Search for the word "void" in the entries. Each line that holds it should be copied.

-------

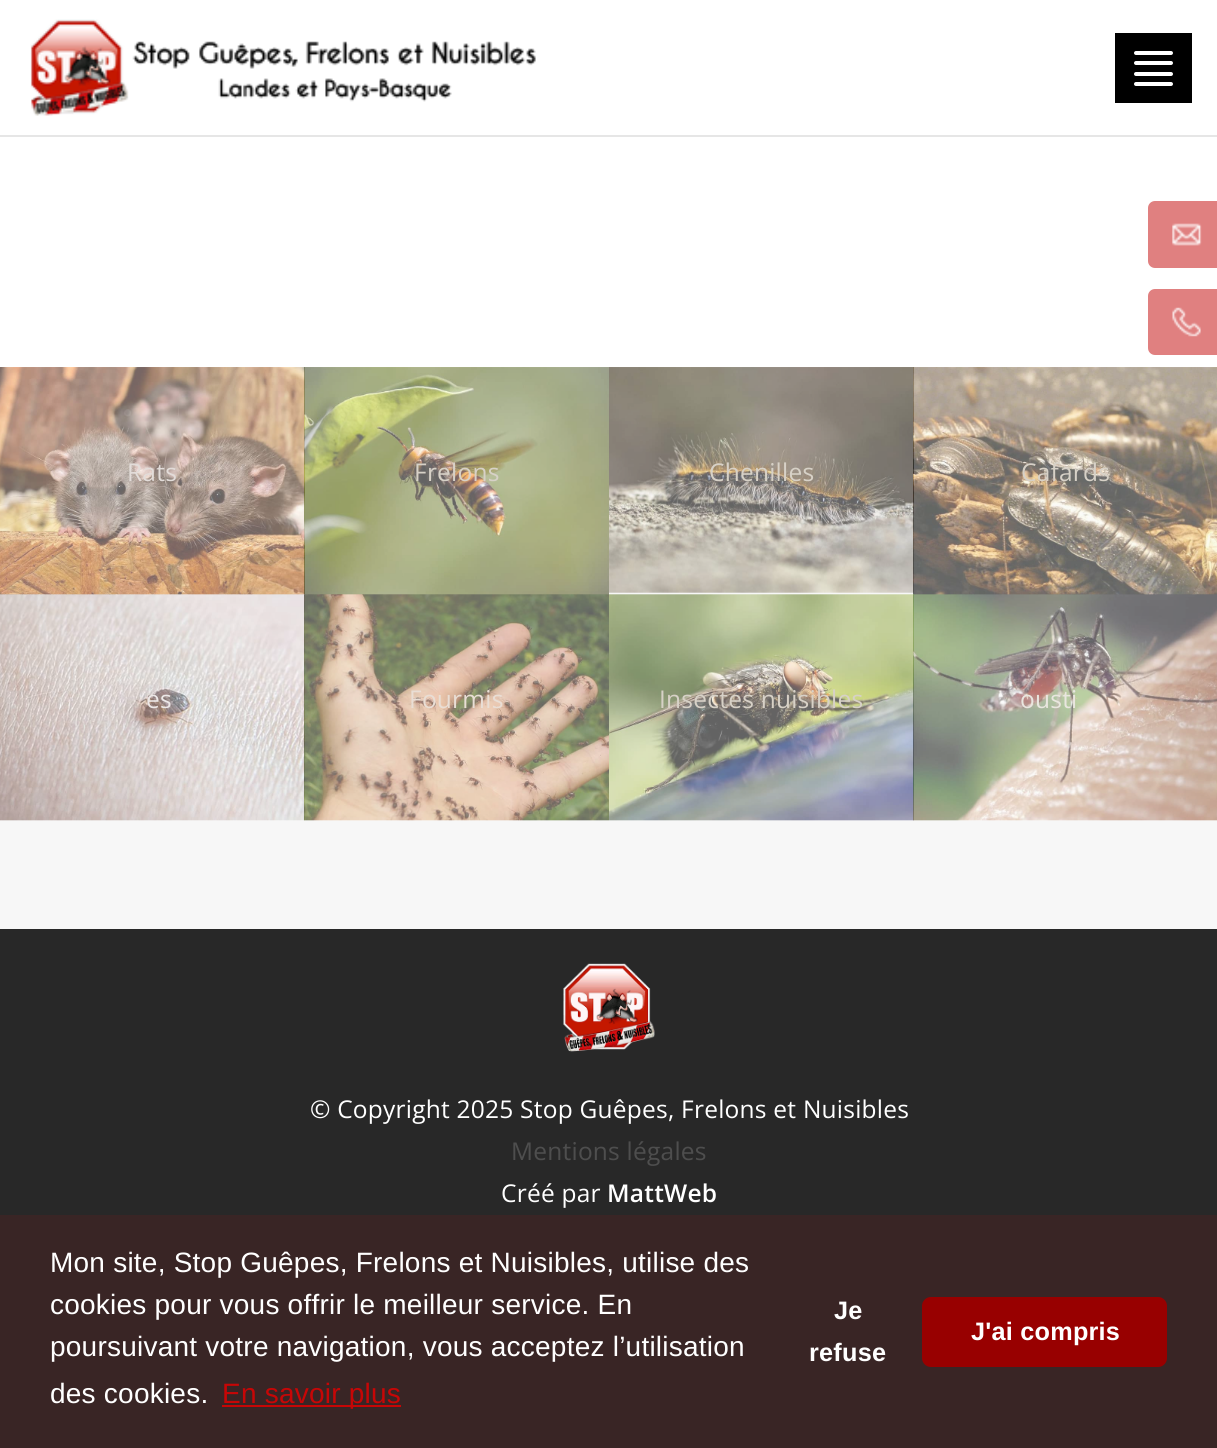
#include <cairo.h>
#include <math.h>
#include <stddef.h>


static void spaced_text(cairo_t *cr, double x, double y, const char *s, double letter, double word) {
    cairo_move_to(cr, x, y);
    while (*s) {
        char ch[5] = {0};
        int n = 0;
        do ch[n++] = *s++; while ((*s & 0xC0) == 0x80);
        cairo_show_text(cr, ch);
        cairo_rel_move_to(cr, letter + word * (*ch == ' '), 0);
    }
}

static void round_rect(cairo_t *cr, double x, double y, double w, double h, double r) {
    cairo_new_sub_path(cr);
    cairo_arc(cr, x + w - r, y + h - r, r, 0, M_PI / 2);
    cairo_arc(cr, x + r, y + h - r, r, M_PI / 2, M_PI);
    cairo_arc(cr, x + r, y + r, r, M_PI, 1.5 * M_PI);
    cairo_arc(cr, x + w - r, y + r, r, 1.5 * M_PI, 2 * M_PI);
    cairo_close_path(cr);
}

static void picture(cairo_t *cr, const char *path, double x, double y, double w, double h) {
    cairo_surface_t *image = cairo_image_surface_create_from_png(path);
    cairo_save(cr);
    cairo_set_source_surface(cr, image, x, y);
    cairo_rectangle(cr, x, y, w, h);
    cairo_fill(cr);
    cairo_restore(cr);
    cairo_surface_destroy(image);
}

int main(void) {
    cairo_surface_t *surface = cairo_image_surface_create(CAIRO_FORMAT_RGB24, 1217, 1448);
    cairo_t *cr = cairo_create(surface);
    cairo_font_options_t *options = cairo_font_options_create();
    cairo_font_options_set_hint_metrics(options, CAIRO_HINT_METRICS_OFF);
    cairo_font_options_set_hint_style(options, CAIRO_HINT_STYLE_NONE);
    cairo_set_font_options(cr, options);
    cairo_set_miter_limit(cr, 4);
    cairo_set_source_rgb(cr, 0.965, 0.965, 0.965);
    cairo_paint(cr);
    cairo_set_source_rgb(cr, 1, 1, 1);
    cairo_rectangle(cr, 0, 0, 1217, 368);
    cairo_fill(cr);
    cairo_set_source_rgb(cr, 0.878, 0.502, 0.502);
    round_rect(cr, 1148, 201, 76, 67, 7);
    cairo_fill(cr);
    picture(cr, "img1.png", 1172, 223, 30, 23);
    round_rect(cr, 1148, 289, 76, 66, 7);
    cairo_fill(cr);
    picture(cr, "img2.png", 1172, 307, 29, 30);
    cairo_set_source_rgb(cr, 0.902, 0.902, 0.902);
    cairo_rectangle(cr, 0, 135, 1217, 2);
    cairo_fill(cr);
    picture(cr, "img3.png", 30, 19, 506, 97);
    cairo_set_source_rgb(cr, 0, 0, 0);
    cairo_rectangle(cr, 1115, 33, 77, 70);
    cairo_fill(cr);
    cairo_set_source_rgb(cr, 1, 1, 1);
    round_rect(cr, 1134, 51, 39, 4, 2);
    cairo_fill(cr);
    round_rect(cr, 1134, 61, 39, 4, 2);
    cairo_fill(cr);
    round_rect(cr, 1134, 72, 39, 4, 2);
    cairo_fill(cr);
    round_rect(cr, 1134, 82, 39, 4, 2);
    cairo_fill(cr);
    picture(cr, "img4.png", 0, 367, 305, 228);
    cairo_select_font_face(cr, "Open Sans", CAIRO_FONT_SLANT_NORMAL, CAIRO_FONT_WEIGHT_NORMAL);
    cairo_set_font_size(cr, 24.5);
    cairo_set_source_rgb(cr, 0.886, 0.863, 0.851);
    spaced_text(cr, 127, 481, "Rats", 0.23, 0);
    picture(cr, "img5.png", 304, 367, 305, 228);
    cairo_set_source_rgb(cr, 0.843, 0.82, 0.78);
    spaced_text(cr, 414, 481, "Frelons", 0.23, 0);
    picture(cr, "img6.png", 609, 367, 305, 226);
    spaced_text(cr, 709, 481, "Chenilles", 0.23, 0);
    picture(cr, "img7.png", 913, 367, 304, 228);
    spaced_text(cr, 1021, 481, "Cafards", 0.23, 0);
    picture(cr, "img8.png", 0, 594, 305, 227);
    cairo_set_source_rgb(cr, 0.922, 0.91, 0.906);
    spaced_text(cr, 146, 708, "es", 0.23, 0);
    picture(cr, "img9.png", 304, 594, 305, 227);
    cairo_set_source_rgb(cr, 0.914, 0.871, 0.835);
    spaced_text(cr, 409, 708, "Fourmis", 0.23, 0);
    picture(cr, "img10.png", 609, 594, 305, 227);
    cairo_set_source_rgb(cr, 0.843, 0.82, 0.78);
    spaced_text(cr, 659, 708, "Insectes nuisibles", 0.23, 0);
    picture(cr, "img11.png", 913, 594, 304, 227);
    cairo_set_source_rgb(cr, 0.914, 0.902, 0.875);
    spaced_text(cr, 1020, 708, "ousti", 0.23, 0);
    cairo_set_source_rgb(cr, 0.157, 0.157, 0.157);
    cairo_rectangle(cr, 0, 929, 1217, 286);
    cairo_fill(cr);
    picture(cr, "img12.png", 563, 963, 92, 89);
    cairo_set_source_rgb(cr, 1, 1, 1);
    spaced_text(cr, 310, 1118, "© Copyright 2025 Stop Guêpes, Frelons et Nuisibles", 0.23, 0);
    cairo_set_source_rgb(cr, 0.306, 0.306, 0.306);
    spaced_text(cr, 511, 1160, "Mentions légales", 0.23, 0);
    cairo_set_source_rgb(cr, 1, 1, 1);
    spaced_text(cr, 501, 1202, "Créé par", 0.23, 0);
    cairo_select_font_face(cr, "Open Sans SemiBold", CAIRO_FONT_SLANT_NORMAL, CAIRO_FONT_WEIGHT_NORMAL);
    spaced_text(cr, 607, 1202, "MattWeb", 0.23, 0);
    cairo_set_source_rgb(cr, 0.224, 0.145, 0.145);
    cairo_rectangle(cr, 0, 1215, 1217, 233);
    cairo_fill(cr);
    cairo_select_font_face(cr, "Liberation Sans", CAIRO_FONT_SLANT_NORMAL, CAIRO_FONT_WEIGHT_NORMAL);
    cairo_set_font_size(cr, 28);
    cairo_set_source_rgb(cr, 1, 1, 1);
    spaced_text(cr, 50, 1272, "Mon site, Stop Guêpes, Frelons et Nuisibles, utilise des", 0.23, 0);
    spaced_text(cr, 50, 1314, "cookies pour vous offrir le meilleur service. En", 0.23, 0);
    spaced_text(cr, 50, 1356, "poursuivant votre navigation, vous acceptez l’utilisation", 0.23, 0);
    spaced_text(cr, 50, 1403, "des cookies.", 0.23, 0);
    cairo_set_source_rgb(cr, 0.78, 0.027, 0.027);
    cairo_rectangle(cr, 222, 1405, 179, 2);
    cairo_fill(cr);
    spaced_text(cr, 222, 1403, "En savoir plus", 0.23, 0);
    cairo_select_font_face(cr, "Liberation Sans", CAIRO_FONT_SLANT_NORMAL, CAIRO_FONT_WEIGHT_BOLD);
    cairo_set_font_size(cr, 25.25);
    cairo_set_source_rgb(cr, 1, 1, 1);
    spaced_text(cr, 834, 1319, "Je", 0.23, 0);
    spaced_text(cr, 809, 1361, "refuse", 0.23, 0);
    cairo_set_source_rgb(cr, 0.596, 0, 0);
    round_rect(cr, 922, 1297, 245, 70, 9);
    cairo_fill(cr);
    cairo_set_source_rgb(cr, 1, 1, 1);
    spaced_text(cr, 971, 1340, "J'ai compris", 0.23, 0);
    cairo_surface_write_to_png(surface, "page.png");
    cairo_font_options_destroy(options);
    cairo_destroy(cr);
    cairo_surface_destroy(surface);
    return 0;
}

-------

Reply to the exercise:
static void spaced_text(cairo_t *cr, double x, double y, const char *s, double letter, double word) {
static void round_rect(cairo_t *cr, double x, double y, double w, double h, double r) {
static void picture(cairo_t *cr, const char *path, double x, double y, double w, double h) {
int main(void) {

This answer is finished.